- Coordinates: 44°15′31″N 76°28′21″W﻿ / ﻿44.2586°N 76.4725°W
- Crosses: Cataraqui River
- Locale: Kingston, Ontario, Canada
- Begins: John Counter Boulevard
- Ends: Gore Road
- Other name: Third Crossing
- Owner: City of Kingston

Characteristics
- Total length: 1.2 km (0.75 mi)
- Height: 6.7 m (22 ft)
- No. of lanes: 2

History
- Architect: Hatch
- Constructed by: Kiewit Construction
- Construction cost: $180 million
- Opened: December 13, 2022

Location
- Interactive map of Waaban Crossing

= Waaban Crossing =

Road bridge in Kingston, Ontario, Canada

The Waaban Crossing (known as the Third Crossing bridge during development) is a 1.2 km crossing of the Rideau Canal on the Cataraqui River in Kingston, Ontario, linking John Counter Boulevard on the western side of the river with Gore Road on the eastern side.

The bridge opened in December 2022, at a cost of $180 million funded by equal contributions from the city, provincial, and federal governments. The bridge has one vehicle lane in each direction for road traffic, and a multimodal lane for pedestrians and cyclists.

== History ==
The Cataraqui River forms the lower portion of the Rideau Canal and drains into Lake Ontario at Kingston. The river was first crossed in 1917 by the La Salle Causeway in downtown Kingston, today forming part of Highway 2. In the 1960s, the city of Kingston was bypassed by Highway 401, which provided an additional crossing of the river to the north.

A third crossing of the river was first proposed in the 1960s, owing to the congestion at the La Salle Causeway lift bridge. In the 1990s, plans for a third crossing were put on hold, after the provincial government planned to widen Highway 401 in the area. Following amalgamation of local municipalities in 1998 by the Mike Harris provincial government, the new City of Kingston identified the need for increased capacity across the river in 2004. In 2012, the environmental assessment into a bridge was completed, with an estimated cost of $110 million. Initial conceptual designs of the bridge featured a large steel arch, and a lookout point for pedestrians crossing the river.
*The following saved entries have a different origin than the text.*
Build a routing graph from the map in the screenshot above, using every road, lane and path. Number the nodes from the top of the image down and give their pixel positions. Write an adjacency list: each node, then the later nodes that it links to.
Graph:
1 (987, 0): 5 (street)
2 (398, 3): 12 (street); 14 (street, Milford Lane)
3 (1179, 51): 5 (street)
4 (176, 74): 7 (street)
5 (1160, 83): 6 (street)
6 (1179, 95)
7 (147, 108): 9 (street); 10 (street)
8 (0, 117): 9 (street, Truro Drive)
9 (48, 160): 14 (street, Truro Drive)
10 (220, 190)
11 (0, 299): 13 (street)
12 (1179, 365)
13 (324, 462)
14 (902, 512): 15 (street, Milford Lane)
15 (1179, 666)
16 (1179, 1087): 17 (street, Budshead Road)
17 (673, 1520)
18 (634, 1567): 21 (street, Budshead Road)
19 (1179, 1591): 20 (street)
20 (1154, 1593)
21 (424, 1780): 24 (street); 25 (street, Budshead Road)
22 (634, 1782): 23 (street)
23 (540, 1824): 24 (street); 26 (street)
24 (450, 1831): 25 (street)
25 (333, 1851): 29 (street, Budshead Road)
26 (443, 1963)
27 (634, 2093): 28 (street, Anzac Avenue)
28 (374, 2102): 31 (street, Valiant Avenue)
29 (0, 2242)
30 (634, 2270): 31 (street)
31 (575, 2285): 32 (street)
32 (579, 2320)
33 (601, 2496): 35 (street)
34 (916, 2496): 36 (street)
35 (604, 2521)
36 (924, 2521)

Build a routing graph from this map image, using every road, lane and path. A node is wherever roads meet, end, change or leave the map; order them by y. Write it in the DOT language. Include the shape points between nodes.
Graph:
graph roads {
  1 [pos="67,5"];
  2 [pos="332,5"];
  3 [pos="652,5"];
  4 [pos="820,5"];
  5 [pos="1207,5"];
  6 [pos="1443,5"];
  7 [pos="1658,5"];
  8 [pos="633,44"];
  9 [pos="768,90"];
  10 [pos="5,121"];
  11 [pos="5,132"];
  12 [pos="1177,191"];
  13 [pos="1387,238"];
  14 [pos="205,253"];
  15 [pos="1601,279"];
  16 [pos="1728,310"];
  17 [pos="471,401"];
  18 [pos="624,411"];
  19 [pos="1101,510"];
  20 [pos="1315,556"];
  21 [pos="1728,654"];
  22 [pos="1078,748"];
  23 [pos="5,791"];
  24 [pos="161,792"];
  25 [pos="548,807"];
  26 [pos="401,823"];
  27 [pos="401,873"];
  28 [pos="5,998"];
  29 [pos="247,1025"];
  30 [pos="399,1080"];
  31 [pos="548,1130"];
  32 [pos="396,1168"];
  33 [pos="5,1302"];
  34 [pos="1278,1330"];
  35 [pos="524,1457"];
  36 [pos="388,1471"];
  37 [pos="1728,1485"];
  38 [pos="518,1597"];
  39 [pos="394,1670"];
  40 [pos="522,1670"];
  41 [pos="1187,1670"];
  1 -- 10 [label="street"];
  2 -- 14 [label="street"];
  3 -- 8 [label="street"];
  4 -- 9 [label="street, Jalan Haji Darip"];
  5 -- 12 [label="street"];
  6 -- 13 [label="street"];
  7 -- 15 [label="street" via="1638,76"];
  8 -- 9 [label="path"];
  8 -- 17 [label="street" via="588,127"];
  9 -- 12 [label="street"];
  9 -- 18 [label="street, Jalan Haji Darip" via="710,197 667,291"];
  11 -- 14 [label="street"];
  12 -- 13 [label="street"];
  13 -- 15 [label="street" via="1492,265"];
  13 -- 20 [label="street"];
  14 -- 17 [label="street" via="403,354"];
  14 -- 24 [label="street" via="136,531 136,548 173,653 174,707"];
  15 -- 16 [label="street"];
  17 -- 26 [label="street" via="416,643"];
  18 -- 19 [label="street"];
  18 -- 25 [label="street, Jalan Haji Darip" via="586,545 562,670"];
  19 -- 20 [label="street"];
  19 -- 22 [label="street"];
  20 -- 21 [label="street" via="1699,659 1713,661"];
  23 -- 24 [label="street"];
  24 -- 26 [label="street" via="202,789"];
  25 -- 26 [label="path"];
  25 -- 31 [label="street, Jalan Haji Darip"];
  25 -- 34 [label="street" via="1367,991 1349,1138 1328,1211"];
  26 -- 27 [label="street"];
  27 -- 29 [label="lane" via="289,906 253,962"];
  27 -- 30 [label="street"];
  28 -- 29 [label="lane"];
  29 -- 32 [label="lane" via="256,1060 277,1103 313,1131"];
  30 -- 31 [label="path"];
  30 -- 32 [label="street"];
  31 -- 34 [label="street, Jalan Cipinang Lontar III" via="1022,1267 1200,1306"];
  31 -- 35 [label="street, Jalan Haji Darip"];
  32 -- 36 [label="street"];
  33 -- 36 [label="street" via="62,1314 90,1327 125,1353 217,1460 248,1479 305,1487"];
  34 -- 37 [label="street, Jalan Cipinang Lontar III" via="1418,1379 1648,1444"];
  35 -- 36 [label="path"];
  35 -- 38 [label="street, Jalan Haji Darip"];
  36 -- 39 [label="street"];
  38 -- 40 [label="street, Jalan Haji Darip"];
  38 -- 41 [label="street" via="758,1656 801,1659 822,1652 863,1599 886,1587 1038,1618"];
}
In 2014, Bryan Paterson was elected mayor of Kingston. He announced his intent to have the bridge under construction within his first term of office. In June 2017, the provincial government committed $60 million to a new bridge, with Kingston City Council committing an additional $60 million shortly afterwards. In February 2018, Kingston and the Islands MP Mark Gerretsen announced that the application for $60 million of federal infrastructure funds had been successful. Gerretsen praised Kingston and the Islands MPP Sophie Kiwala for persuading the provincial government to provide funds.

In August 2018, the City of Kingston selected a consortium of Kiewit, Hatch and SYSTRA to design and construct the bridge. Despite criticism from the local community that the bridge should be built with 4 lanes rather than 2, or that the bridge should not be built at all owing to its high cost – construction of the bridge began in 2019. The design of the bridge was finalised in January 2020, with consideration of the UNESCO World Heritage Site status of the Rideau Canal. In March 2022, Mayor Paterson announced that following community consultation, the bridge would be named Waaban Crossing, after an Ojibwe word meaning dawn or morning light.

The bridge opened to the public on December 13, 2022. Built at a cost of $180 million, the bridge was completed on time and on budget, despite the COVID-19 pandemic. The bridge has one vehicle lane in each direction for road traffic, and a multimodal lane for pedestrians and cyclists.